Vulture Magazine The Michaelmas Issue 2013 | Page 7
Is the spectator supposed to be amused
or repulsed by the incongruity?
My journey through the remainder of
the art fair is slightly different after this
discovery; exploring each piece in relation to my own experiences and own
meaning, it’s somewhat therapeutic.
I approach Jennifer Rubell’s ‘Portrait of
the Artist’, a vast white model of a woman
lying on her side with a deep hole where
her womb should be. People are queuing up to curl up inside the hole and
return to the state of an embryo. Is this
a projected and materialised expression
of maternity? Or a desire within man
to return to his original innocent state?
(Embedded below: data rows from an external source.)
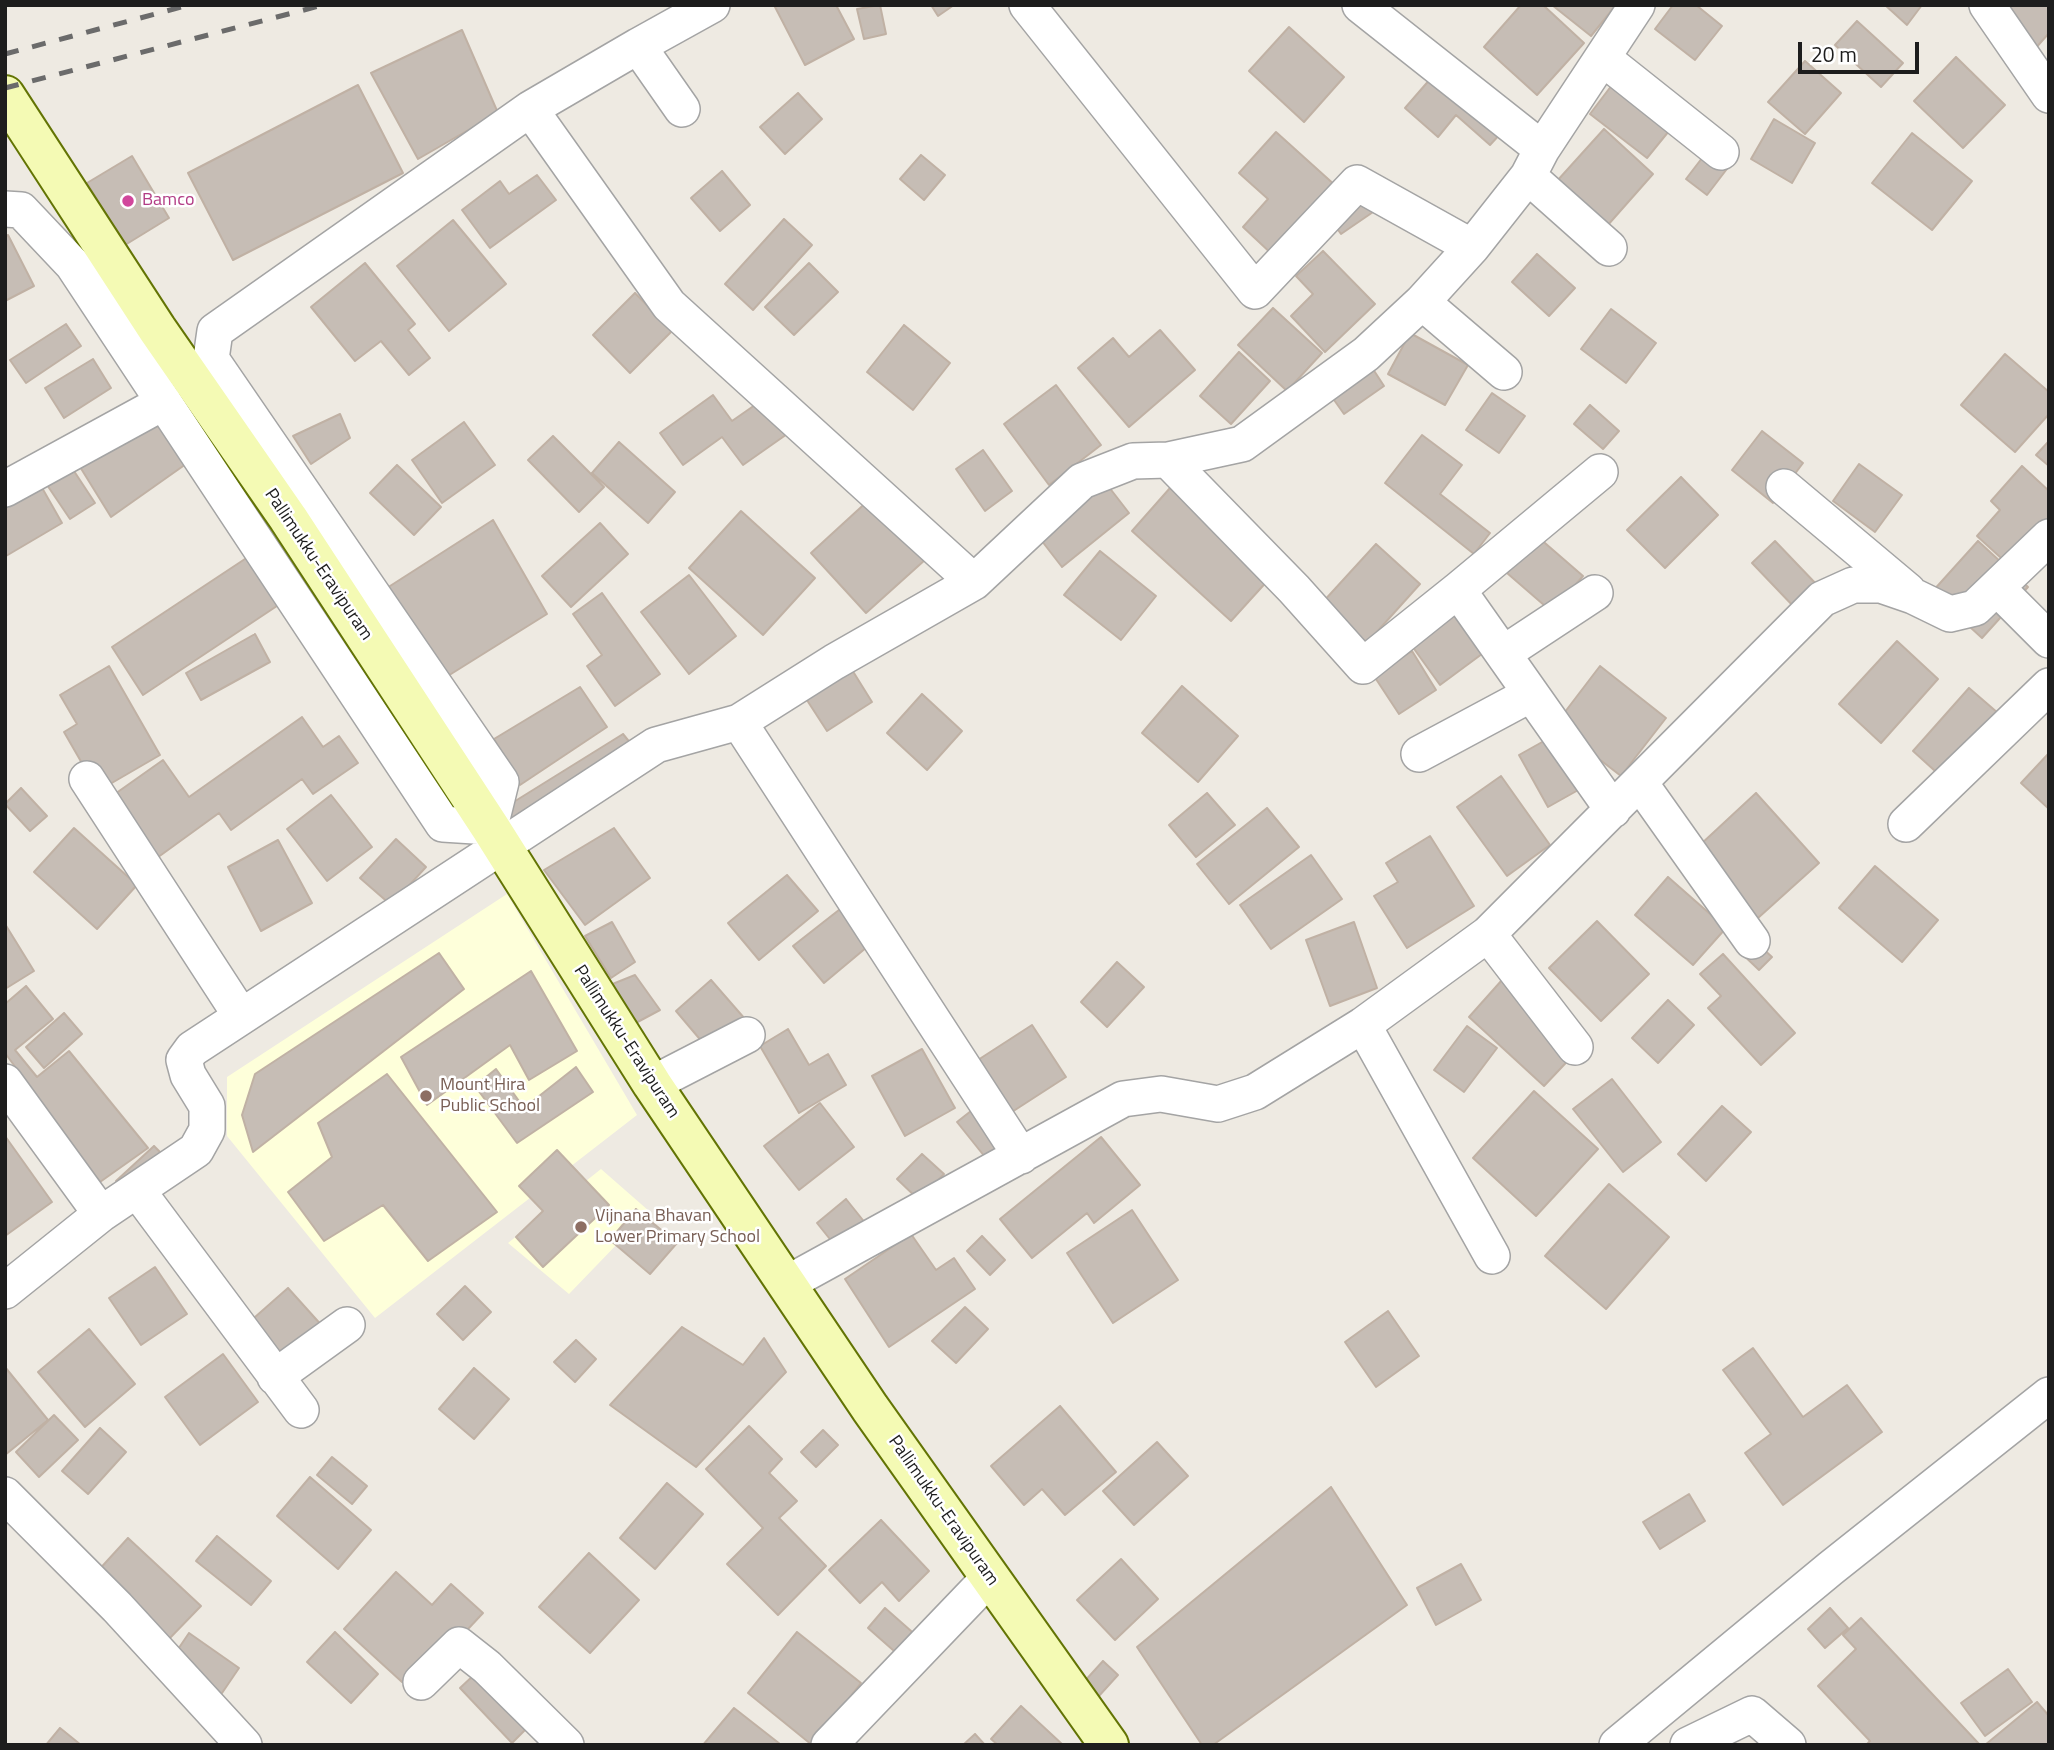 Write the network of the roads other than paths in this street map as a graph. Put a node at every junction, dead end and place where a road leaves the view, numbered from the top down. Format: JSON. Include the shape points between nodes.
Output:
{"nodes":[{"id":1,"x":712,"y":5,"type":"edge"},
{"id":2,"x":1027,"y":5,"type":"edge"},
{"id":3,"x":1360,"y":5,"type":"edge"},
{"id":4,"x":1637,"y":5,"type":"edge"},
{"id":5,"x":1986,"y":5,"type":"edge"},
{"id":6,"x":638,"y":46,"type":"junction"},
{"id":7,"x":1604,"y":59,"type":"junction"},
{"id":8,"x":5,"y":95,"type":"edge"},
{"id":9,"x":2049,"y":95,"type":"edge"},
{"id":10,"x":530,"y":109,"type":"junction"},
{"id":11,"x":682,"y":109,"type":"dead end"},
{"id":12,"x":1721,"y":152,"type":"dead end"},
{"id":13,"x":1535,"y":163,"type":"junction"},
{"id":14,"x":5,"y":209,"type":"edge"},
{"id":15,"x":1472,"y":247,"type":"junction"},
{"id":16,"x":1609,"y":247,"type":"dead end"},
{"id":17,"x":1422,"y":302,"type":"junction"},
{"id":18,"x":1504,"y":372,"type":"dead end"},
{"id":19,"x":164,"y":402,"type":"junction"},
{"id":20,"x":1168,"y":460,"type":"junction"},
{"id":21,"x":1600,"y":472,"type":"dead end"},
{"id":22,"x":1784,"y":487,"type":"dead end"},
{"id":23,"x":5,"y":489,"type":"edge"},
{"id":24,"x":2049,"y":537,"type":"edge"},
{"id":25,"x":974,"y":582,"type":"junction"},
{"id":26,"x":1997,"y":588,"type":"junction"},
{"id":27,"x":1458,"y":590,"type":"junction"},
{"id":28,"x":1595,"y":593,"type":"dead end"},
{"id":29,"x":1913,"y":596,"type":"junction"},
{"id":30,"x":2049,"y":639,"type":"edge"},
{"id":31,"x":1504,"y":653,"type":"junction"},
{"id":32,"x":2049,"y":686,"type":"edge"},
{"id":33,"x":1531,"y":694,"type":"junction"},
{"id":34,"x":739,"y":722,"type":"junction"},
{"id":35,"x":1419,"y":754,"type":"dead end"},
{"id":36,"x":87,"y":779,"type":"dead end"},
{"id":37,"x":1640,"y":783,"type":"junction"},
{"id":38,"x":1613,"y":810,"type":"junction"},
{"id":39,"x":1906,"y":824,"type":"dead end"},
{"id":40,"x":489,"y":825,"type":"junction"},
{"id":41,"x":1488,"y":934,"type":"junction"},
{"id":42,"x":1752,"y":941,"type":"dead end"},
{"id":43,"x":241,"y":1016,"type":"junction"},
{"id":44,"x":1363,"y":1025,"type":"junction"},
{"id":45,"x":747,"y":1035,"type":"dead end"},
{"id":46,"x":1575,"y":1047,"type":"dead end"},
{"id":47,"x":5,"y":1082,"type":"edge"},
{"id":48,"x":652,"y":1084,"type":"junction"},
{"id":49,"x":1021,"y":1156,"type":"junction"},
{"id":50,"x":136,"y":1190,"type":"junction"},
{"id":51,"x":101,"y":1214,"type":"junction"},
{"id":52,"x":1492,"y":1256,"type":"dead end"},
{"id":53,"x":786,"y":1283,"type":"junction"},
{"id":54,"x":5,"y":1291,"type":"edge"},
{"id":55,"x":347,"y":1325,"type":"dead end"},
{"id":56,"x":275,"y":1377,"type":"junction"},
{"id":57,"x":2049,"y":1395,"type":"edge"},
{"id":58,"x":301,"y":1410,"type":"dead end"},
{"id":59,"x":5,"y":1495,"type":"edge"},
{"id":60,"x":990,"y":1577,"type":"junction"},
{"id":61,"x":421,"y":1682,"type":"dead end"},
{"id":62,"x":244,"y":1745,"type":"edge"},
{"id":63,"x":566,"y":1745,"type":"edge"},
{"id":64,"x":829,"y":1745,"type":"edge"},
{"id":65,"x":1109,"y":1745,"type":"edge"},
{"id":66,"x":1617,"y":1745,"type":"edge"},
{"id":67,"x":1688,"y":1745,"type":"edge"},
{"id":68,"x":1788,"y":1745,"type":"edge"}],
"edges":[{"from":1,"to":6,"type":"street"},
{"from":2,"to":15,"type":"street","via":[[1255,291],[1357,183]]},
{"from":3,"to":13,"type":"street"},
{"from":4,"to":7,"type":"street"},
{"from":5,"to":9,"type":"street"},
{"from":6,"to":10,"type":"street"},
{"from":6,"to":11,"type":"street"},
{"from":7,"to":12,"type":"street"},
{"from":7,"to":13,"type":"street"},
{"from":8,"to":40,"type":"main road","name":"Pallimukku-Eravipuram"},
{"from":10,"to":25,"type":"street","via":[[669,305]]},
{"from":10,"to":40,"type":"street","via":[[215,331],[211,359],[501,782]]},
{"from":13,"to":15,"type":"street"},
{"from":13,"to":16,"type":"street"},
{"from":14,"to":19,"type":"street","via":[[21,210],[73,265]]},
{"from":15,"to":17,"type":"street"},
{"from":17,"to":18,"type":"street"},
{"from":17,"to":20,"type":"street","via":[[1366,354],[1242,444]]},
{"from":19,"to":23,"type":"street"},
{"from":19,"to":40,"type":"street","via":[[443,824]]},
{"from":20,"to":25,"type":"street","via":[[1133,461],[1082,481]]},
{"from":20,"to":27,"type":"street","via":[[1363,666]]},
{"from":21,"to":27,"type":"street"},
{"from":22,"to":29,"type":"street"},
{"from":24,"to":26,"type":"street"},
{"from":25,"to":34,"type":"street"},
{"from":26,"to":29,"type":"street","via":[[1975,608],[1950,614]]},
{"from":26,"to":30,"type":"street"},
{"from":27,"to":31,"type":"street"},
{"from":28,"to":31,"type":"street"},
{"from":29,"to":37,"type":"street","via":[[1881,585],[1853,585],[1822,599]]},
{"from":31,"to":33,"type":"street"},
{"from":32,"to":39,"type":"street"},
{"from":33,"to":35,"type":"street"},
{"from":33,"to":38,"type":"street"},
{"from":34,"to":40,"type":"street","via":[[656,744]]},
{"from":34,"to":49,"type":"street"},
{"from":36,"to":43,"type":"street"},
{"from":37,"to":38,"type":"street"},
{"from":37,"to":42,"type":"street"},
{"from":38,"to":41,"type":"street"},
{"from":40,"to":43,"type":"street"},
{"from":40,"to":48,"type":"main road","name":"Pallimukku-Eravipuram"},
{"from":41,"to":44,"type":"street"},
{"from":41,"to":46,"type":"street"},
{"from":43,"to":50,"type":"street","via":[[192,1049],[184,1060],[207,1106],[207,1130],[196,1150]]},
{"from":44,"to":49,"type":"street","via":[[1255,1092],[1218,1104],[1161,1094],[1123,1099]]},
{"from":44,"to":52,"type":"street"},
{"from":45,"to":48,"type":"street"},
{"from":47,"to":51,"type":"street"},
{"from":48,"to":53,"type":"main road","name":"Pallimukku-Eravipuram"},
{"from":49,"to":53,"type":"street"},
{"from":50,"to":51,"type":"street"},
{"from":50,"to":56,"type":"street"},
{"from":51,"to":54,"type":"street"},
{"from":53,"to":60,"type":"main road","name":"Pallimukku-Eravipuram"},
{"from":55,"to":56,"type":"street"},
{"from":56,"to":58,"type":"street"},
{"from":57,"to":66,"type":"street"},
{"from":59,"to":62,"type":"street","via":[[117,1607]]},
{"from":60,"to":64,"type":"street"},
{"from":60,"to":65,"type":"main road","name":"Pallimukku-Eravipuram"},
{"from":61,"to":63,"type":"street","via":[[459,1645]]},
{"from":67,"to":68,"type":"street","via":[[1752,1714]]}]}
Everything was feeling a bit laboured until I reached David Shrigley’s sculpture of
a woman doing a particularly small poo:
all you can do is laugh at its unadulterated
facetiousness. In a similar vein, I also appreciated Doug Aitken’s ‘you you’ mirror.
Though it’s quite clear that it’s a mirror,
it’s so difficult to make out a reflection in
it that all I observe is my own frustration.
Aitken has anticipated my annoyance by
reflecting the word ‘you’: it is as though
only the concept of myself can be subverted, not my actual self. Very clever.
Art appears in so many forms and formats, the Frieze Fair merely serves to
prove that it is impossible to claim the
superiority of any form over or above any
other: it is the diversity of offerings and
the array of responses from sometimes
bewildered, sometimes amused spectators that reflect its final artistic value.